Intorno è familiare ma alieno,
Riconosco persone che ho già visto,
Ma non mi saluta nessuno e sorrido.
Avrei voglia di correre via,
Ma non ho le scarpe e sorrido.
Noto che il treno non è partito,
E mi resta solo lontano, il suo fischio perso nell’aria.
Ora i figuri mi si avvicinano e parlano,
Io li capisco e non ascolto, ma sorrido.
Lo sguardo mio è sereno, il più felice,
Il sorriso entusiasmante e la risata urlata.

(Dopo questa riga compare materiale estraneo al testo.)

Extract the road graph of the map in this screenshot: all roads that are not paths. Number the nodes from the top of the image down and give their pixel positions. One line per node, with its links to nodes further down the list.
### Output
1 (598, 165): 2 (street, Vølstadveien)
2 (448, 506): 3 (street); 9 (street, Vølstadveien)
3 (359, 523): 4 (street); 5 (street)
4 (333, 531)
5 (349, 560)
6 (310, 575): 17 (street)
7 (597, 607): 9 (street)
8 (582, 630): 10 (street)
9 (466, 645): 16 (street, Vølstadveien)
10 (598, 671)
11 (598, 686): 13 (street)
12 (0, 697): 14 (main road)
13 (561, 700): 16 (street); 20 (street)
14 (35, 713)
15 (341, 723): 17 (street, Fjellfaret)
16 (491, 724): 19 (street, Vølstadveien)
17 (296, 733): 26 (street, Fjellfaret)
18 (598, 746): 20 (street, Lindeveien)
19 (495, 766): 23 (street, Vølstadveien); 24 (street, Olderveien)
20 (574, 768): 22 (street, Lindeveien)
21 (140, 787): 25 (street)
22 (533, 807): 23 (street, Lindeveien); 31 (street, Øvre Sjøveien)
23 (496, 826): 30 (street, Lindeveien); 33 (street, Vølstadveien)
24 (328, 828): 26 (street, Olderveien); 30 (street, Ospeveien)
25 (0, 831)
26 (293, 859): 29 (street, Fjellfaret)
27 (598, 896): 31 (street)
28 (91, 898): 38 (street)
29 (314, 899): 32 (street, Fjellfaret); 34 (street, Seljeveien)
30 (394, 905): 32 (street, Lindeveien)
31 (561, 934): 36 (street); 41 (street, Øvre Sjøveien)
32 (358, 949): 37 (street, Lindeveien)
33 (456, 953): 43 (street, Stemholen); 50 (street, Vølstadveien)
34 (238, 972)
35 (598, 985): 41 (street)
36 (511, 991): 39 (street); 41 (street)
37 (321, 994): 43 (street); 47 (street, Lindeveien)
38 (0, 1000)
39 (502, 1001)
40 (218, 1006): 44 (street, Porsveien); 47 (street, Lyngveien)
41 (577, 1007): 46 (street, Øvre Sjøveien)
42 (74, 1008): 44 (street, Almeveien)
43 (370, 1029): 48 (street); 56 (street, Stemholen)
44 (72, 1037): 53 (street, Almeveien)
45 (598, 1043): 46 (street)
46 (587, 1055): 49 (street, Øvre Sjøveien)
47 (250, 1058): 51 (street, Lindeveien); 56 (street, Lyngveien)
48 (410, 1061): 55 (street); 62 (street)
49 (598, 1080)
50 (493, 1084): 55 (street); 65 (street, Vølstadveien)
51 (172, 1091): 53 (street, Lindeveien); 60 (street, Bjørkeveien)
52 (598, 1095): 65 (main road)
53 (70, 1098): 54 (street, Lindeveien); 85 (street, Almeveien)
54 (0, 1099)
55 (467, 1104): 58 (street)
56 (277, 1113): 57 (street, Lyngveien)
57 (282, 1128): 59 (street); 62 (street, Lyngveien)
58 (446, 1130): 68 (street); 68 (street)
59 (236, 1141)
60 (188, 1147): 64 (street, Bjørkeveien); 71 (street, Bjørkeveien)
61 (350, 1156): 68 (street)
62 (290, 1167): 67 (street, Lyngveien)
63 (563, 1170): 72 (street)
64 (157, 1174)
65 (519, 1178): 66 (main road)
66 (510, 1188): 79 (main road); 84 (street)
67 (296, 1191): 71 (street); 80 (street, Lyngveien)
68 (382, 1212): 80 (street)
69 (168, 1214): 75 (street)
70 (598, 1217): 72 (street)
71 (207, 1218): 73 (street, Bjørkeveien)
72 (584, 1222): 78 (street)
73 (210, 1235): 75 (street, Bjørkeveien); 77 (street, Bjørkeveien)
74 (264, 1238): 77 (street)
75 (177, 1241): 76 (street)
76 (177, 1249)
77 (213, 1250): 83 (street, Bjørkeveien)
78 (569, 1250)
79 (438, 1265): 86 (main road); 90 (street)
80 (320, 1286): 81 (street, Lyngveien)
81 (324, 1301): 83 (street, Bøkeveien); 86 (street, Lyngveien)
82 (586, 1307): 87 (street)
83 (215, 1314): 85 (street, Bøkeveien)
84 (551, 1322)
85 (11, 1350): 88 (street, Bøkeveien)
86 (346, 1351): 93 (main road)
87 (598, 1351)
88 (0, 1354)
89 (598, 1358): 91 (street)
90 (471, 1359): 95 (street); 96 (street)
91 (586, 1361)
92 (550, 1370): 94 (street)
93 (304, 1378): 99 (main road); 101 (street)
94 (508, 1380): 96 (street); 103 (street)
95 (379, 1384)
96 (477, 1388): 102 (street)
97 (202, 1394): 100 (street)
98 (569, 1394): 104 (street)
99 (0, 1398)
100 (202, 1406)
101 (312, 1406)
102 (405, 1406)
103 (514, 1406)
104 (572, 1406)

Ahimè, gli occhiali, i miei occhi migliori,
Sono ancora sul treno, lontani da me.
Li vedo, li inseguo, ma non li afferro,
E mi tocca rincorrerli, ma sorrido.
Sono sicuro che gli mancherai,
Dopotutto, sono i miei occhiali.
Il mio sorriso sfavillante mi aiuta,
Ed il treno pare non allontanarsi molto.
Sono stanco, ma sorrido.
Le foglie rosse cadono pesanti,
Il cielo minaccia pioggia,
E io sento il peso del cielo nei polmoni.
Però ai figuri sembra non importi,
Sembra che loro stiano bene, e sorrido.
Inseguo il treno camminando,
Correre mi farebbe inciampare.
Fatico a stare in piedi, ma sorrido.
Quanto ancora io riesca a camminare,
Solo il mio sorriso lo può dire.
Quello che è certo è che io sorrido.